Se corre estos días la Vuelta ciclista a España. Actualmente no sigo este acontecimiento (será cosa de la edad, supongo), pero hace años sí era algo que me interesaba y lo mismo debía ocurrir con los amigos de entonces, porque charlar acerca de esta prueba ciclista era frecuente. Todos estábamos al día, a pesar de no existir, o poco, la televisión que ahora, si te descuidas, introducen en tu comedor a los ciclistas. Los que hoy ocupan los puestos destacados son totalmente desconocidos para mi conocimiento deportivo, que, por otra parte es más bien escaso.
De hace años, cuando tenía entre quince y veintitantos, me vienen a la memoria muchos de aquellos nombres que se dejaban la piel por las carreteras de Francia, de Italia o de España. Carreteras llanas, en ocasiones, pero empinadas otras muchas, con inclinaciones de asustar.

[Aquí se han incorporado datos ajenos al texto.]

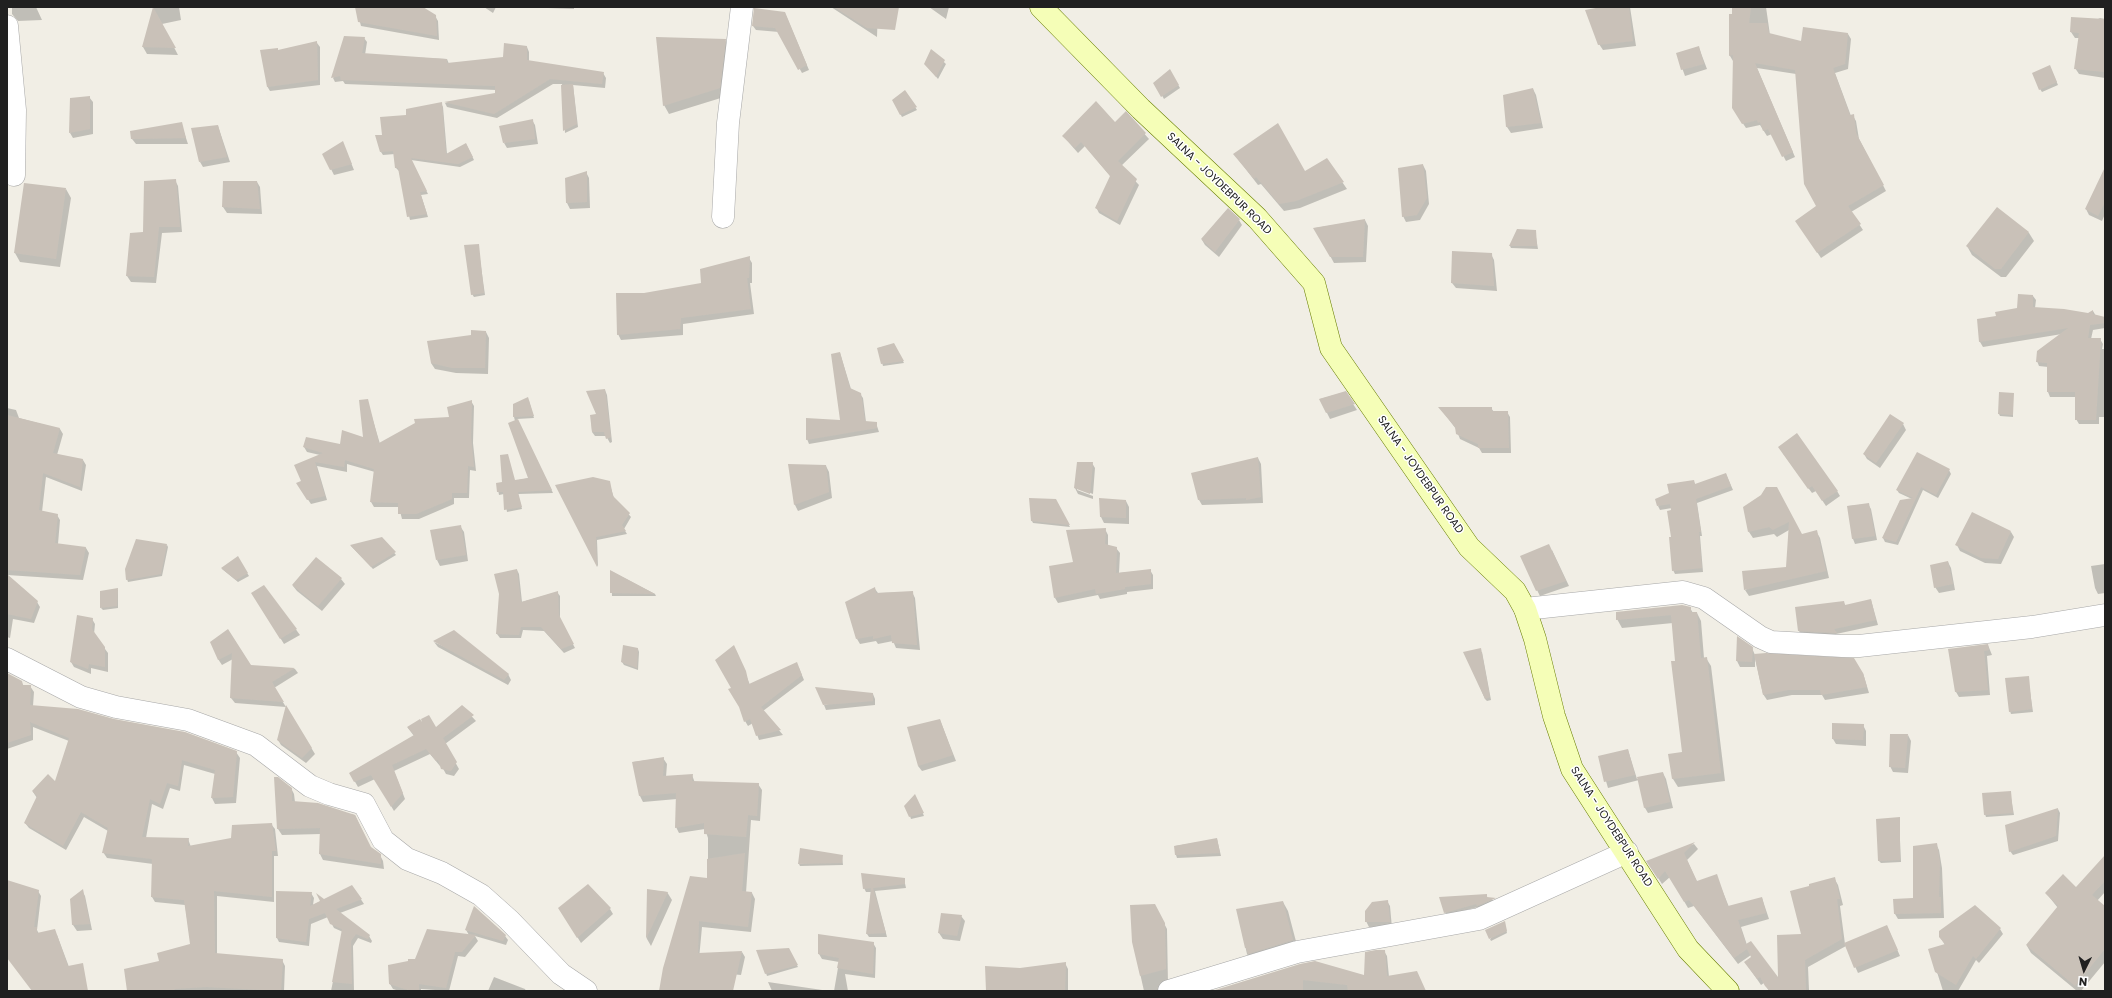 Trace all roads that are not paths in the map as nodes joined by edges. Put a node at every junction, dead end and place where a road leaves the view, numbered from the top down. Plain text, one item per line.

Y había que subirlas, sin más tácticas ni técnicas que las que imponían las propias fuerzas de cada corredor, la fortaleza de las piernas, del corazón y de los pulmones.
Las pruebas francesa e italiana eran las más importantes y la nuestra quedaba en un tercer puesto. Ahora, tengo entendido que no es así, exactamente; que el Giro italiano ha sido desplazado y que la ronda española compite en categoría con el Tour francés.
En las tres pruebas, entonces como ahora, los ciclistas españoles expusieron siempre su gran talla deportiva. Bernardo Ruiz, Jesús Loroño, Luis Ocaña, Perico Delgado, Julián Berrendero, Olano, Perurena, Julio Jiménez… a ninguno de ellos, cada uno en su momento, les asustaron los nombres de otros corredores internacionales como Eddy Merckx, Freddy Maertens, Bernard Hinault, Jacques Anquetil, Gimondi o Raymond Poulidor, entre otros muchos. Pero hubo uno que marcó el punto más alto en cuanto a categoría profesional y popularidad: Federico Martín Bahamontes.
Bahamontes, el Águila de Toledo, como era conocido no sé si por su velocidad a lomos de la bicicleta o por ser especialista en subir a las cumbres más elevadas, acaba de cumplir ochenta años. Y ahí está, enjuto, como siempre, pero tan pimpante, en su Toledo, siguiendo atentamente los acontecimientos en el mundo del ciclismo y dicharachero, porque es su carácter, supongo que al frente de su establecimiento de material deportivo. La anécdota no falta en sus labios, ni los recuerdos de su vida profesional, que son muchos. El principal, posiblemente, que se coronó como rey de la montaña, en el Tour de Francia, nada menos que en seis ocasiones. Y como anécdota, que su nombre no es Federico sino Alejandro.
Sus triunfos, totales o de montaña, fueron innumerables, pero siempre sale a comentario aquel año en que coronó el Tourmalet francés por delante de todos y con tanto tiempo de diferencia, que se permitió el lujo de tomarse un helado esperando al pelotón. Después, dejarse caer desde lo alto de un puerto, sin temer a la velocidad que se va adquiriendo. En muchos tramos hasta pedaleando, para lo que hace falta mucho valor.
Eran tiempos (Bahamontes corrió como profesional entre 1954 y 1965) de bicicletas pesadas, sin más consejos por parte de los directores de equipo que el de “apretar”, sin todas las tácticas que ahora se emplean considerando las características de éste o aquél, la posición en que cada uno va clasificado y las variaciones que pueden producirse; todo el mundo sabe de ciclismo. Bahamontes y todos sus colegas sabían de pedalear lo más rápido posible y luchar al sprint por un primer puesto. Pero eso sí, entonces como ahora, el paso de lo que se ha dado en llamar “serpiente multicolor” por los pueblos o ciudades de nuestra geografía y las imágenes que componen los corredores unidos al paisaje, son de una belleza extraordinaria. Ahí, la opinión o la consideración deportiva no cuenta, sólo la imagen fotográfica.